Medina Marisa Wong
Children's Hospital Oakland Research Institute, 5700 Martin Luther King Jr. Way, Oakland, CA 94609, USA.
Discov Med. 2010 Jun;9(49):495-9.
Statins are a class of cholesterol lowering drugs that inhibit 3-hydroxy-3-methylglutaryl coenzyme A reductase (HMGCR), the enzyme which catalyzes the rate limiting step of cholesterol biosynthesis.
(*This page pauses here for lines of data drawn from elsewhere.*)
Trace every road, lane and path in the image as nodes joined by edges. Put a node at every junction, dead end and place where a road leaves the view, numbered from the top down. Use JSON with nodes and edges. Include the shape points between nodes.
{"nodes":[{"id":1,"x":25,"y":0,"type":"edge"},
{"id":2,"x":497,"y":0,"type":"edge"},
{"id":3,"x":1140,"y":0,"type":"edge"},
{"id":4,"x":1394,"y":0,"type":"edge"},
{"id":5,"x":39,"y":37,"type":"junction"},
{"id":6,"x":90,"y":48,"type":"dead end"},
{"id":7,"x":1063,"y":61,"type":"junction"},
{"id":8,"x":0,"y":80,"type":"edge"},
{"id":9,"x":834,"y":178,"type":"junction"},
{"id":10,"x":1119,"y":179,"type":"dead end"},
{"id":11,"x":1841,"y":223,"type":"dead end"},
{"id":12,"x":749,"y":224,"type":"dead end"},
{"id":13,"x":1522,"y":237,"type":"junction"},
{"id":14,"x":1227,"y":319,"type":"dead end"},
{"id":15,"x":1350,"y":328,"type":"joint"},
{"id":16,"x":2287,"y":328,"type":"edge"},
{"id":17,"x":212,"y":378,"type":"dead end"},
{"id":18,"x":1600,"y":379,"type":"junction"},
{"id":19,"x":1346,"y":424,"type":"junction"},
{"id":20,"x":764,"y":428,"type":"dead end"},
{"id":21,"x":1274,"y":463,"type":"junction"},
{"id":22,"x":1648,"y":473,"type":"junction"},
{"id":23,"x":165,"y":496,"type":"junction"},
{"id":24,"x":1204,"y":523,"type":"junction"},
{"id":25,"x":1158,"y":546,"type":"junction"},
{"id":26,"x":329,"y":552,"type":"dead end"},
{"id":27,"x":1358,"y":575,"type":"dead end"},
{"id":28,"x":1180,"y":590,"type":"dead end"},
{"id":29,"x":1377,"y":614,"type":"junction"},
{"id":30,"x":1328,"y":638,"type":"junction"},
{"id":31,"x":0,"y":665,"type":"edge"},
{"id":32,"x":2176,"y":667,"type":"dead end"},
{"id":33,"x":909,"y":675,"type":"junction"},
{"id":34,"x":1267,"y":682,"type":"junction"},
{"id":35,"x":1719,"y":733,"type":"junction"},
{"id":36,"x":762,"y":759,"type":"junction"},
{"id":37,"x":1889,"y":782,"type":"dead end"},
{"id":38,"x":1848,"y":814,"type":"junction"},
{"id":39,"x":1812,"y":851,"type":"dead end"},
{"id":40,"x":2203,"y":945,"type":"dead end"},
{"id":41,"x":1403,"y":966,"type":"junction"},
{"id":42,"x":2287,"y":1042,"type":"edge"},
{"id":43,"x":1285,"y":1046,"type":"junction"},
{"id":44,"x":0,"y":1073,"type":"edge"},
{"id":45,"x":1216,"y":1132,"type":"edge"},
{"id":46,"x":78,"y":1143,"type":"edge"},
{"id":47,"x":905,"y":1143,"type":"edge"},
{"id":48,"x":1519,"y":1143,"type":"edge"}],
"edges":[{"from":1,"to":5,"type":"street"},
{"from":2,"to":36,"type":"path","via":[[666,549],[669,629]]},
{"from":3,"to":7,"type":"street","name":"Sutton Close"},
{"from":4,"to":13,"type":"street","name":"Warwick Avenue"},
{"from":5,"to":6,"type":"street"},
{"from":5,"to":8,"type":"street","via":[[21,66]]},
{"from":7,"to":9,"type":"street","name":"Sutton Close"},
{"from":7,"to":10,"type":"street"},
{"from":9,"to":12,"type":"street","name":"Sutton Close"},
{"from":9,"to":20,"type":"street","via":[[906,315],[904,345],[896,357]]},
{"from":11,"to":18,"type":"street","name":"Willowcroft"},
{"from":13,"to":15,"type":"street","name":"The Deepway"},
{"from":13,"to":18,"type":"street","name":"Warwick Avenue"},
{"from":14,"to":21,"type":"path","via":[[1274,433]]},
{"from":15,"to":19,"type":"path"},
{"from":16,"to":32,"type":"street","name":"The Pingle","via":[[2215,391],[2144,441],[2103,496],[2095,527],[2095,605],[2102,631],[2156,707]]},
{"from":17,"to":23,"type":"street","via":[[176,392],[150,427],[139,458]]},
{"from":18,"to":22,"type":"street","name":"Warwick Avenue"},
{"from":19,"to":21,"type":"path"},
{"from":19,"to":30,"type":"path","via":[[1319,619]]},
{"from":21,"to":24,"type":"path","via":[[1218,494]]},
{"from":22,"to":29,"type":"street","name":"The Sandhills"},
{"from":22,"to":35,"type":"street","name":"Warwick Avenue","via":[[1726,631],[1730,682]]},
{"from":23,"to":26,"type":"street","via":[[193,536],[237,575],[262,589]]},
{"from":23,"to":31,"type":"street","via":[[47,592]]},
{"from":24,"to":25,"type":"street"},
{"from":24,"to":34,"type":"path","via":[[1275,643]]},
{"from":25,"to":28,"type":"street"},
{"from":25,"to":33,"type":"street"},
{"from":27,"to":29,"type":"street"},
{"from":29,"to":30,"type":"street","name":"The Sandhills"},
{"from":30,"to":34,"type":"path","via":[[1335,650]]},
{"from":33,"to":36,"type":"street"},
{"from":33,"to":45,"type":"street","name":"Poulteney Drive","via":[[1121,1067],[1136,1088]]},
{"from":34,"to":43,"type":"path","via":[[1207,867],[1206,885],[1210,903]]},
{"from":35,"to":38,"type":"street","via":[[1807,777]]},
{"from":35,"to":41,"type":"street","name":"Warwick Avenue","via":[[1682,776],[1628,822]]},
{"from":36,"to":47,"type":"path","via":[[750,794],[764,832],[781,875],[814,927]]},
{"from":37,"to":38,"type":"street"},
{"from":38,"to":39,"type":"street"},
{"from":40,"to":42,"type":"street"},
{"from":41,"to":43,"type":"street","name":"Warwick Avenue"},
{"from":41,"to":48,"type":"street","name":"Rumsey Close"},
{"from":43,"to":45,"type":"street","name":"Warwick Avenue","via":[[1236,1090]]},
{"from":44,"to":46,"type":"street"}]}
Although numerous trials have demonstrated statin efficacy in the reduction of cardiovascular disease risk, there is substantial variation between individuals in the magnitude of plasma LDL-cholesterol reduction. Pharmacogenetic studies have identified HMGCR genetic variation associated with this inter-individual variation. Here we describe how these studies lead to the discovery that HMGCR alternative splicing of exon 13 is not only a marker, but also a determinant of statin efficacy; not only for the treatment of hypercholesterolemia, but also as a chemopreventive agent for colorectal cancer.
他汀类药物是一类降低胆固醇的药物,可抑制3-羟基-3-甲基戊二酰辅酶A还原酶(HMGCR),该酶催化胆固醇生物合成的限速步骤。尽管大量试验已证明他汀类药物在降低心血管疾病风险方面的疗效,但个体之间血浆低密度脂蛋白胆固醇降低的幅度存在很大差异。药物遗传学研究已确定与这种个体间差异相关的HMGCR基因变异。在此,我们描述这些研究如何导致发现外显子13的HMGCR可变剪接不仅是他汀类药物疗效的一个标志物,也是其决定因素;不仅用于治疗高胆固醇血症,还可作为结直肠癌的化学预防剂。